Inwardly Elaine slapped herself back to reality and walked into the master bath where she applied a much needed cold fix to her face. The cool water eased her anxiety and elevated her depleted energy. She caught a glimpse of her sluggish features in the mirror as she patted them dry, knowing full well she was in need of a good pressing.
Finished, she started to close the pocket doors of the closet; instead she entered the cedar lined walk-in. A deep cleansing breath brought renewed interest in the space. Of what she saw, mostly belonged to Leslie. As for her father, what Kash did have, could have fit in the linen closet. A clothes horse he wasn’t. If it weren’t for Leslie, he would have had an extensive collection of blue jeans, and blue jeans only. Even his blue jeans were hung with care and immaculately ironed and ready for wear—courtesy of Leslie.
Looking up at the shelving above, Elaine spotted several hat boxes. Remembering from her earlier search that they contained fedoras, she pulled one down and opened it up. Dusting off any imaginary lint, she put it on, cocking it over one eye. She turned and caught her reflection in mothers built in vanity mirror. She smiled at the sight, and if it weren’t for her blonde hair and azure blue eyes, she could have sworn it was Leslie looking back at her—dimples and all.
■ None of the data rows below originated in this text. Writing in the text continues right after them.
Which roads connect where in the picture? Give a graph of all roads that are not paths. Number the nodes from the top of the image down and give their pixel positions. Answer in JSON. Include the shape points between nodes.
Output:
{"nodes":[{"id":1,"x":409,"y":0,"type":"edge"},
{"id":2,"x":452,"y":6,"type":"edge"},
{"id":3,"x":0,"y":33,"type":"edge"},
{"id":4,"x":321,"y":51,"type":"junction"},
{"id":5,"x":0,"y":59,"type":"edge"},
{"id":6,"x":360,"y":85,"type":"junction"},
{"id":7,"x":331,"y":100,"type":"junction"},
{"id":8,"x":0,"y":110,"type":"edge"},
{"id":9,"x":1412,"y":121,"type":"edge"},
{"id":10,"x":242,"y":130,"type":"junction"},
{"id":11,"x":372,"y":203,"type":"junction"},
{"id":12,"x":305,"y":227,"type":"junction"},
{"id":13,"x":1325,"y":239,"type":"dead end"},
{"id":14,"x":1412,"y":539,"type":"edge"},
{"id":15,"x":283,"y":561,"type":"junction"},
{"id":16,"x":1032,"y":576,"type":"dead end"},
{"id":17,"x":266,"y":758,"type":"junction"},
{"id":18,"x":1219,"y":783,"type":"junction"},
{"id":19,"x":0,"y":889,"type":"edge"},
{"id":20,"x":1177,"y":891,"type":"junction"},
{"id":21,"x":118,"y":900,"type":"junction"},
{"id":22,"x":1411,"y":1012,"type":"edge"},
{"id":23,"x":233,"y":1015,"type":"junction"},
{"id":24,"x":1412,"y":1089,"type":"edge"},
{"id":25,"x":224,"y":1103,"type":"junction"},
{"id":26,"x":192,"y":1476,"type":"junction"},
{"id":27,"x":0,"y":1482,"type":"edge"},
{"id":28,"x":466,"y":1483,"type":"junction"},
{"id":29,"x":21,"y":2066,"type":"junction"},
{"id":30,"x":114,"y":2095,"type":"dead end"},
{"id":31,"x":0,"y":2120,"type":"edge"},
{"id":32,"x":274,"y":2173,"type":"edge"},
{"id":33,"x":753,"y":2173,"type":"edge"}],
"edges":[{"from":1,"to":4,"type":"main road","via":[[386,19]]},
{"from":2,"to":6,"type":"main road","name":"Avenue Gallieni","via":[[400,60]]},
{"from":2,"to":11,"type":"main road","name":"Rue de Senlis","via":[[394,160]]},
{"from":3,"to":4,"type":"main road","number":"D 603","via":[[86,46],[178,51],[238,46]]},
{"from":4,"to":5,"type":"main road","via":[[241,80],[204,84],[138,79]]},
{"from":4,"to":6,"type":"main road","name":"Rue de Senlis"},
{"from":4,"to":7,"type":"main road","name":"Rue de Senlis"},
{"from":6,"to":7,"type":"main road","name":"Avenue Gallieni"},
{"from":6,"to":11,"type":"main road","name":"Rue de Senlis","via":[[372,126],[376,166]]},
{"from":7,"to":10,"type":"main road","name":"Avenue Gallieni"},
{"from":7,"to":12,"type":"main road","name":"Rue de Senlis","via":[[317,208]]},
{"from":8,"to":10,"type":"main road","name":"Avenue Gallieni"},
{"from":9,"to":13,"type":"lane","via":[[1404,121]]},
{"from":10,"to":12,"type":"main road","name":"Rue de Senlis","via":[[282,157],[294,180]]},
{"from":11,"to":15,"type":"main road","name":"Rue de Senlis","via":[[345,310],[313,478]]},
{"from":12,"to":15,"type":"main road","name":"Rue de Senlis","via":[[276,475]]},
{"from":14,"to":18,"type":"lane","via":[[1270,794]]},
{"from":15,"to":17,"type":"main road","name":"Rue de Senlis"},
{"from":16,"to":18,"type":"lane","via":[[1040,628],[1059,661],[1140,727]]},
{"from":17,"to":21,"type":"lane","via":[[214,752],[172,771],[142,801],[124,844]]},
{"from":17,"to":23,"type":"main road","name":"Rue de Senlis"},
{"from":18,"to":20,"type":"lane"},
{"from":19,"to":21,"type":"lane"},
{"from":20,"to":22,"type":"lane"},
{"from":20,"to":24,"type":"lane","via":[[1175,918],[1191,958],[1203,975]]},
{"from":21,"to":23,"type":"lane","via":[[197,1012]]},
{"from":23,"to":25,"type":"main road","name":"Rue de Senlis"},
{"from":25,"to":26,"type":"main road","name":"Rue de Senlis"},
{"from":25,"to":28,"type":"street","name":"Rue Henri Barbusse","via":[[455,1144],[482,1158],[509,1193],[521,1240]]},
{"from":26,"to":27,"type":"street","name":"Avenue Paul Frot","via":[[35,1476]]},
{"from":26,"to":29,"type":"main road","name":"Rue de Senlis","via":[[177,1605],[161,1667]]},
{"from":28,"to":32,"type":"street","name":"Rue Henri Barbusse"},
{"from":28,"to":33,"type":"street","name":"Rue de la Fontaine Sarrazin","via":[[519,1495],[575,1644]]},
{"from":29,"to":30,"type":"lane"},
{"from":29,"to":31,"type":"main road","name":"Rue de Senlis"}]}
She took it one step further and pulled free what she was sure to be the matching suit to the hat; a charcoal gray pinstripe suit, complete with shirt and tie. As she donned the outfit she started formulating a plan for retracing Leslie’s steps that night in 1947 San Francisco. She knew damn good and well there weren’t any such dens as described in her mother’s journal, but she couldn’t sit still and do nothing. After all, someone already had that job—Lane.
She reexamined her image in the mirror. “Not bad, old girl,” she commented to herself. Smoothing the lines of the suit she felt something in the inner breast pocket. She pulled free a handkerchief with a most alarming surprise; the pendant described in Leslie’s journal. Turning it over, she found the devastating beauty her mother wrote about. It was everything and more. She slipped the pendant on and secured it beneath the shirt and tie. The coolness on her skin sent a shock wave of chills spilling down her spine. It was exhilarating and exciting at the same time, and for possibly the first time in her life, she understood a small part of her mother.